Mit der Zeiteinteilung hatte ich so meine Probleme, irgendwann war mal Juli und zwei Sätze später Oktober :rolleyes:. Ich war dann froh, dass er dann mal wieder eine Jahreszahl verkündet hat, zur besseren Einordnung.
- ist die Lara von K. jetzt entjungert worden oder nicht?
Spannende Frage, sie fühlt sich auf jeden Fall "entehrt". Die Frage ist nur, was bedeutet das für ein junges russisches Mädchen Anfang des 20. Jahrhunderts? Entjungfert oder vielleicht doch nur leidenschaftlich geküsst und ein bisschen gefummelt?
Viel passiert ist ja bisher noch nicht, Lara und Shiwago haben sich jetzt immerhin schon mal gesehen, aber ich lese es bisher recht gern.
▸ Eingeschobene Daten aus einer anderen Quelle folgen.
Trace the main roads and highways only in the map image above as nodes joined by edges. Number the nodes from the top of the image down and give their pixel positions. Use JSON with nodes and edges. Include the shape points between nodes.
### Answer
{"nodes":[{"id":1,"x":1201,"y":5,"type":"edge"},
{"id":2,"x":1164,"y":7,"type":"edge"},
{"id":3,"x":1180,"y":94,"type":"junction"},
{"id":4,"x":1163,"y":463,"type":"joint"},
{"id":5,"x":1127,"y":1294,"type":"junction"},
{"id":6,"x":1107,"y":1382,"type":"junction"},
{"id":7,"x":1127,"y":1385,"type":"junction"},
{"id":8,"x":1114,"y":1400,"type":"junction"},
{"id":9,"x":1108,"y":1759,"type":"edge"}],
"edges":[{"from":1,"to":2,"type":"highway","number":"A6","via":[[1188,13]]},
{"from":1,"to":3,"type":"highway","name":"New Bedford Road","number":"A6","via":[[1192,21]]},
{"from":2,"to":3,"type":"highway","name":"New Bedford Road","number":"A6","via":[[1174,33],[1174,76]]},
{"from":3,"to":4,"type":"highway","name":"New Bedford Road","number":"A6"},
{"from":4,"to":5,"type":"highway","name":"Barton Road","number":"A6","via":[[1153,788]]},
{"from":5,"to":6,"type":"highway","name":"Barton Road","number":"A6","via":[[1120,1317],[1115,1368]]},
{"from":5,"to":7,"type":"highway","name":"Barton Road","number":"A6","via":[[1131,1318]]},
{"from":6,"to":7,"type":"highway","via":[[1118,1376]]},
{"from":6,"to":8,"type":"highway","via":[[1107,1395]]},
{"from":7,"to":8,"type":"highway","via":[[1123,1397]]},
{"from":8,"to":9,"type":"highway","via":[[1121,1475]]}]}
Die Beschreibungen sind toll, teilweise richtig poetisch, manchmal verliert sich Pasternak in den Kleinigkeiten, aber bis jetzt bin ich noch großzügig.
Das einzige was mich so richtig gestört hat (liegt aber an der Übersetzung) war das Wort "Meeting". Da bin ich so drübergestolpert, passt irgendwie so gar nicht in das Buch.
- die russischen Namen sind nicht ganz so schlimm wie die chinesischen.
Bisher komme ich auch noch klar, aber das die wirklich jeden Hausmeister und jede Putzfrau mit vollem Vor- und Nachnamen bezeichnen müssen ...o_O
Fünf-Uhr-Schnellzug wird Mischa Gordon Zeuge des Selbstmords von Juri Shiwagos Vater. Von seinem Anwalt getrieben und vom Alkohol ermutigt, stürzt er sich kopfüber aus dem Zug.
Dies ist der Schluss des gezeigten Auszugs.